» **INSTRUCTIONS FOR THE TASK**:
Look through the records that follow. Copy every line containing the word "ring".

Dataset items
- Opening Delimiter -

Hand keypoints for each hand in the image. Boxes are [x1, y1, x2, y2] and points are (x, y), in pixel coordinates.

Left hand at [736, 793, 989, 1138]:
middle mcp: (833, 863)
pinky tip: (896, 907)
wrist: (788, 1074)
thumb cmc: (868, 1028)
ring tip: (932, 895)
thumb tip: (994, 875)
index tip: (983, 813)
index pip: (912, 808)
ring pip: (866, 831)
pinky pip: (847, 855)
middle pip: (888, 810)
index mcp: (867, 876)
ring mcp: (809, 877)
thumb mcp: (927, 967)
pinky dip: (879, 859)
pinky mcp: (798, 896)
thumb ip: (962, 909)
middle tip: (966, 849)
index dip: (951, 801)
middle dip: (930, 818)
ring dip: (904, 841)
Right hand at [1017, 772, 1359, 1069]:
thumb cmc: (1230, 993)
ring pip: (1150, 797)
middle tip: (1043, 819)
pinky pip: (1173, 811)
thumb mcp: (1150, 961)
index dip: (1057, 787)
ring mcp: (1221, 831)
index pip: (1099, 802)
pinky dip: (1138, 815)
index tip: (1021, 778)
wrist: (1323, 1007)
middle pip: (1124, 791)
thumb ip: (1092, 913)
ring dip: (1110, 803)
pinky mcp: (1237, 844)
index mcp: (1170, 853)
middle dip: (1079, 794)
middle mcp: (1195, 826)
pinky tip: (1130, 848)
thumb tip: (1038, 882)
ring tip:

- Closing Delimiter -

» **EXERCISE OUTPUT**:
ring tip: (932, 895)
ring pip: (866, 831)
ring mcp: (809, 877)
ring dip: (904, 841)
ring pip: (1150, 797)
ring mcp: (1221, 831)
ring dip: (1110, 803)
ring tip:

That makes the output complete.